The Scientist and the Ecosystem by Julia Reihs and Zolboo LiLi Bayarmagnai
Multimedia journalists Julia Reihs and Zolboo LiLi Bayarmagnai spent much of the 2014 expedition following Notre Dame University researcher Carmella Vizza as she studied pond ecosystems on the Copper River Delta. She gathers information annually about how the ponds transform in the face of climate changes on the Delta. In six lessons, the stories of pond ecosystems show the life of a researcher.
Prologue: The Researcher Her first summer in Cordova, Alaska, Carmella Vizza fell in love with the Copper River Delta as a place with endless possibilities for her research about pond ecosystems. The ponds are the foundations of the food chain on the Delta, providing a home for small organisms, insects and birds that affect everything from the salmon cycle to predatory bears.
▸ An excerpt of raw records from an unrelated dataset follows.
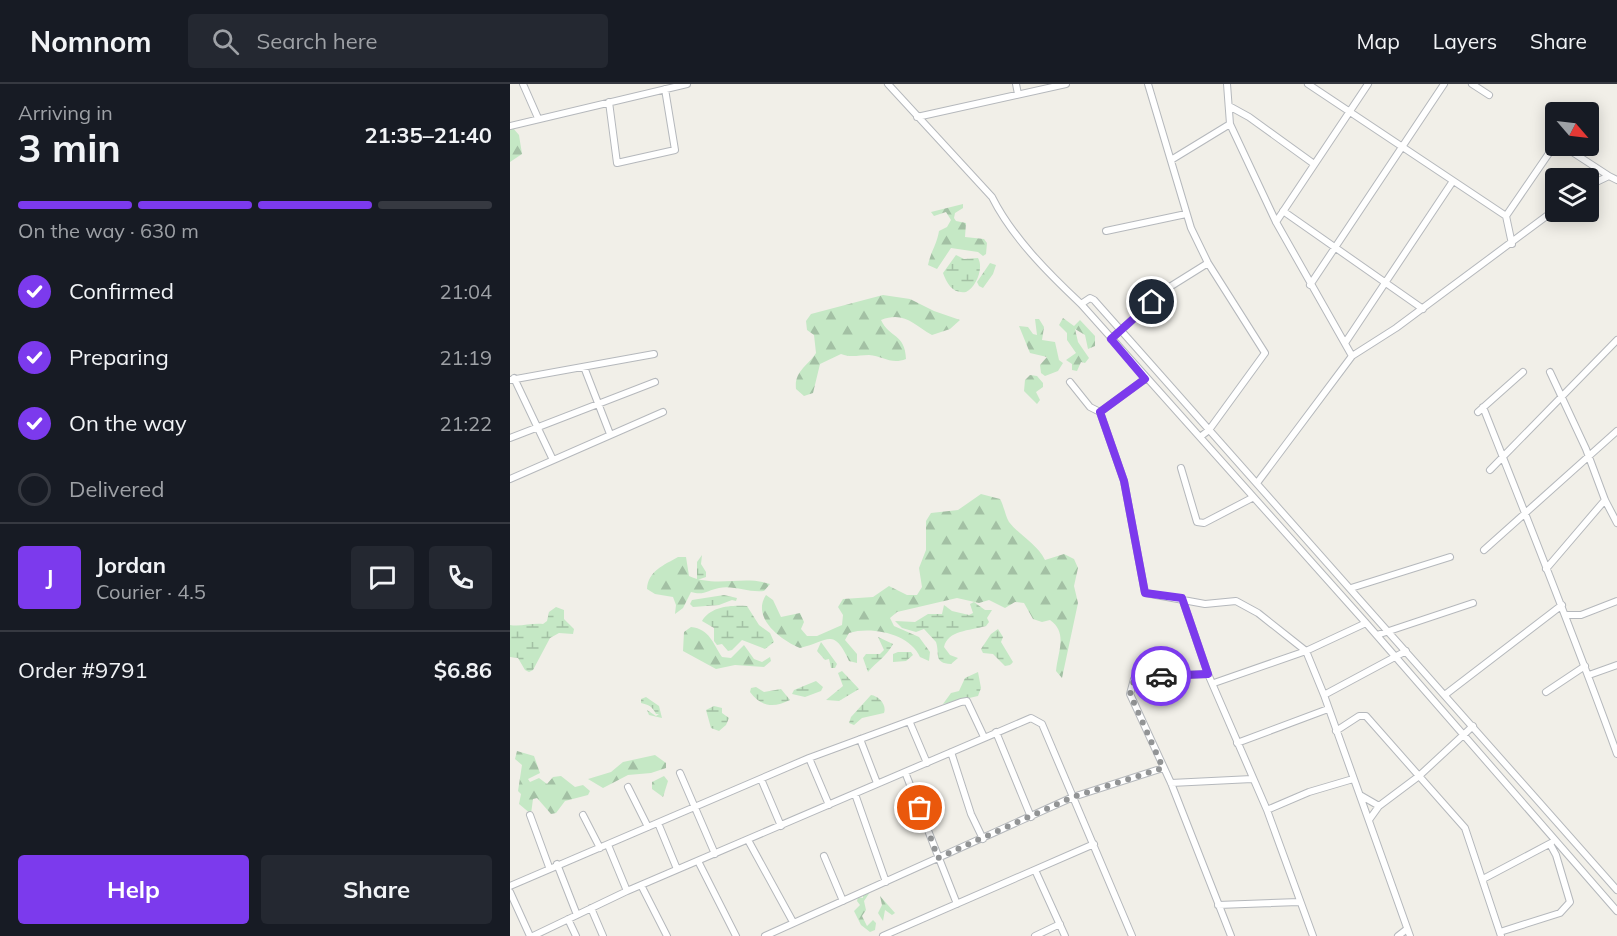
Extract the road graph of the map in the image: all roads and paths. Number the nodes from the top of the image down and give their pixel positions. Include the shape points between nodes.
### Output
1 (523, 84) edge
2 (687, 84) edge
3 (888, 84) edge
4 (1016, 84) edge
5 (1066, 84) edge
6 (1148, 84) edge
7 (1227, 84) edge
8 (1308, 84) edge
9 (1368, 84) edge
10 (1444, 84) edge
11 (1472, 84) edge
12 (670, 87) edge
13 (1018, 94) junction
14 (1489, 95) dead end
15 (609, 102) junction
16 (1228, 106) junction
17 (1350, 112) junction
18 (917, 117) junction
19 (538, 118) junction
20 (1230, 124) junction
21 (510, 126) edge
22 (1402, 147) junction
23 (1547, 156) edge
24 (1578, 156) edge
25 (1171, 160) junction
26 (1314, 164) junction
27 (1609, 176) junction
28 (1617, 180) edge
29 (1453, 181) junction
30 (1599, 181) edge
31 (1283, 211) junction
32 (1186, 214) junction
33 (1506, 216) junction
34 (1545, 218) edge
35 (1276, 222) junction
36 (1106, 231) dead end
37 (1512, 244) junction
38 (1335, 248) junction
39 (1208, 263) junction
40 (1385, 282) junction
41 (1310, 285) junction
42 (1080, 304) junction
43 (1423, 309) junction
44 (1111, 319) junction
45 (1101, 327) junction
46 (1121, 330) junction
47 (1111, 339) junction
48 (1617, 340) edge
49 (1345, 343) junction
50 (654, 354) dead end
51 (1352, 356) junction
52 (584, 367) junction
53 (1523, 372) dead end
54 (1550, 372) dead end
55 (512, 379) edge
56 (1145, 379) junction
57 (655, 382) dead end
58 (1070, 382) dead end
59 (1562, 396) junction
60 (598, 404) junction
61 (663, 412) dead end
62 (1100, 412) junction
63 (538, 427) junction
64 (1209, 430) junction
65 (1617, 431) edge
66 (610, 434) junction
67 (1200, 437) junction
68 (510, 438) edge
69 (1588, 457) junction
70 (553, 459) junction
71 (1504, 459) junction
72 (1236, 460) junction
73 (1181, 468) dead end
74 (1227, 469) junction
75 (1490, 470) dead end
76 (510, 479) edge
77 (1257, 483) junction
78 (1252, 498) junction
79 (1605, 500) junction
80 (1525, 513) junction
81 (1617, 521) edge
82 (1484, 550) dead end
83 (1450, 558) dead end
84 (1546, 569) junction
85 (1351, 588) junction
86 (1182, 598) junction
87 (1617, 601) edge
88 (1473, 603) dead end
89 (1562, 605) junction
90 (1567, 615) junction
91 (1366, 623) junction
92 (1389, 631) junction
93 (1377, 635) junction
94 (1305, 651) junction
95 (1406, 651) junction
96 (1395, 657) junction
97 (1617, 664) edge
98 (1585, 666) junction
99 (1208, 674) junction
100 (1588, 675) junction
101 (1214, 683) junction
102 (1546, 692) dead end
103 (1446, 694) junction
104 (1324, 695) junction
105 (1328, 708) junction
106 (910, 723) junction
107 (1473, 726) junction
108 (1336, 731) junction
109 (1617, 731) edge
110 (996, 732) junction
111 (1610, 734) junction
112 (984, 737) junction
113 (1463, 737) junction
114 (860, 739) junction
115 (1237, 743) junction
116 (951, 752) junction
117 (1617, 754) edge
118 (809, 758) junction
119 (927, 763) junction
120 (1163, 768) junction
121 (905, 772) junction
122 (680, 773) dead end
123 (1419, 776) junction
124 (761, 779) junction
125 (1252, 779) junction
126 (1353, 779) junction
127 (877, 783) junction
128 (1171, 783) junction
129 (628, 787) dead end
130 (855, 794) junction
131 (1360, 795) junction
132 (1073, 797) junction
133 (829, 805) junction
134 (1379, 806) junction
135 (695, 807) junction
136 (1267, 810) junction
137 (530, 815) dead end
138 (583, 815) dead end
139 (1031, 818) junction
140 (1369, 820) junction
141 (658, 823) junction
142 (781, 826) junction
143 (648, 827) junction
144 (982, 839) junction
145 (748, 840) junction
146 (1552, 842) junction
147 (1094, 844) junction
148 (608, 845) junction
149 (600, 848) junction
150 (715, 854) junction
151 (824, 856) dead end
152 (938, 858) junction
153 (698, 861) junction
154 (557, 864) junction
155 (549, 867) junction
156 (677, 869) junction
157 (1035, 870) junction
158 (1483, 879) junction
159 (886, 882) junction
160 (641, 885) junction
161 (510, 886) edge
162 (1617, 890) edge
163 (627, 891) junction
164 (510, 892) edge
165 (843, 901) junction
166 (1299, 902) junction
167 (957, 904) junction
168 (1218, 905) junction
169 (591, 908) junction
170 (1617, 911) edge
171 (577, 915) junction
172 (568, 919) junction
173 (793, 922) junction
174 (1060, 924) junction
175 (1409, 933) edge
176 (1500, 934) edge
177 (531, 936) edge
178 (576, 936) edge
179 (603, 936) edge
180 (667, 936) edge
181 (736, 936) edge
182 (765, 936) edge
183 (882, 936) edge
184 (1035, 936) edge
185 (1065, 936) edge
186 (1132, 936) edge
187 (1230, 936) edge
188 (1313, 936) edge
189 (1398, 936) edge

1 - 19 street
2 - 12 street
3 - 18 street
4 - 13 street
5 - 13 street
6 - 25 street
7 - 16 street
8 - 17 street
9 - 17 street
10 - 22 street
11 - 14 street
12 - 15 street
12 - 15 street via 675,150 616,163
13 - 18 street
15 - 19 street
16 - 20 street
16 - 26 street
17 - 22 street
17 - 26 street
18 - 42 street via 992,198 1054,279
19 - 21 street
20 - 25 street
20 - 35 street
22 - 29 street
22 - 38 street
23 - 33 street
24 - 27 street
25 - 32 street
26 - 31 street
27 - 28 street
27 - 30 street
29 - 33 street
29 - 40 street
31 - 35 street
31 - 38 street
32 - 36 street
32 - 39 street
33 - 37 street
34 - 37 street
35 - 41 street
37 - 43 street
38 - 40 street
38 - 41 street
39 - 46 street via 1168,288
39 - 64 street via 1265,353
40 - 43 street
40 - 49 street
41 - 49 street
42 - 44 street via 1092,298
42 - 45 street
43 - 51 street
44 - 45 street
44 - 46 street
45 - 47 street
46 - 47 street
46 - 64 street
47 - 56 street
48 - 59 street
49 - 51 street
50 - 52 street
51 - 77 street
52 - 55 street
52 - 60 street
53 - 71 street via 1481,410
54 - 59 street
55 - 63 street
56 - 62 street
56 - 67 street
57 - 60 street
58 - 62 street via 1090,407
59 - 69 street
59 - 71 street
60 - 63 street
60 - 66 street
61 - 66 street
62 - 86 street via 1124,481 1145,593
63 - 68 street
63 - 70 street
64 - 67 street
64 - 72 street
65 - 69 street
66 - 70 street
67 - 74 street
69 - 79 street
69 - 80 street
70 - 76 street
71 - 75 street
71 - 80 street
72 - 74 street
72 - 77 street
73 - 78 street via 1197,522 1204,523
74 - 78 street
77 - 85 street
78 - 91 street
79 - 81 street
79 - 84 street
80 - 82 street
80 - 84 street
83 - 85 street
84 - 89 street
85 - 92 street
86 - 94 street via 1205,604 1236,601 1258,613
86 - 99 street
87 - 90 street via 1581,615
88 - 92 street
89 - 90 street
89 - 103 street
90 - 98 street
91 - 93 street
91 - 94 street
92 - 93 street
92 - 95 street
93 - 96 street
94 - 101 street
94 - 104 street
95 - 96 street
95 - 103 street
96 - 104 street
96 - 113 street
97 - 100 street
98 - 100 street
98 - 102 street
99 - 101 street
99 - 120 street via 1134,680 1130,694
100 - 111 street
101 - 115 street
103 - 107 street
104 - 105 street
105 - 108 street
105 - 115 street
106 - 112 street via 967,702
106 - 114 street
106 - 119 street
107 - 113 street
107 - 162 street
108 - 123 street via 1359,716 1366,716
108 - 126 street
109 - 111 street
110 - 112 street
110 - 132 street via 1025,718 1042,724
110 - 139 street
111 - 117 street
112 - 116 street
113 - 123 street
113 - 146 street
114 - 118 street
114 - 127 street
115 - 125 street
116 - 119 street
116 - 144 street
118 - 124 street
118 - 133 street
119 - 121 street
120 - 128 street
120 - 132 street
121 - 127 street
121 - 152 street
122 - 135 street
123 - 134 street
123 - 158 street via 1465,828
124 - 135 street
124 - 142 street
125 - 128 street
125 - 136 street
126 - 131 street
126 - 136 street
127 - 130 street
128 - 168 street
129 - 143 street
130 - 133 street
130 - 159 street
131 - 134 street
131 - 140 street
132 - 139 street
132 - 147 street
133 - 142 street
134 - 140 street
135 - 141 street
135 - 150 street
136 - 166 street
137 - 155 street
138 - 149 street
139 - 144 street
140 - 175 street
141 - 143 street
141 - 156 street
142 - 145 street
143 - 148 street
144 - 152 street
145 - 150 street
145 - 173 street
146 - 158 street
146 - 170 street
146 - 176 street via 1570,902 1560,913
147 - 157 street
147 - 186 street
148 - 149 street
148 - 163 street
149 - 154 street
150 - 153 street
151 - 165 street
152 - 159 street
152 - 167 street
153 - 156 street
153 - 181 street
154 - 155 street
154 - 171 street
155 - 161 street
156 - 160 street
157 - 167 street
157 - 174 street
158 - 176 street
159 - 165 street
160 - 163 street
160 - 180 street
163 - 169 street
164 - 177 street
165 - 173 street
166 - 168 street
166 - 188 street
167 - 183 street
168 - 187 street
169 - 171 street
169 - 179 street
171 - 172 street
172 - 177 street
172 - 178 street
173 - 182 street
174 - 184 street
174 - 185 street
175 - 189 street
A graduate student researcher from Notre Dame University, Vizza works each summer to gather information about how ponds transform in the face of climate change, and the repercussions this may have on the entire ecosystem.
Lesson One: Pond Types Temperature differences between the East and West delta, and why that matters. Researcher Carmella Vizza explains the two types of ecosystems present in ponds near the Copper River Delta and how scientists can use these areas to monitor alterations caused by climate change.
Lesson Two: Methane Gas Pond production of greenhouse gases.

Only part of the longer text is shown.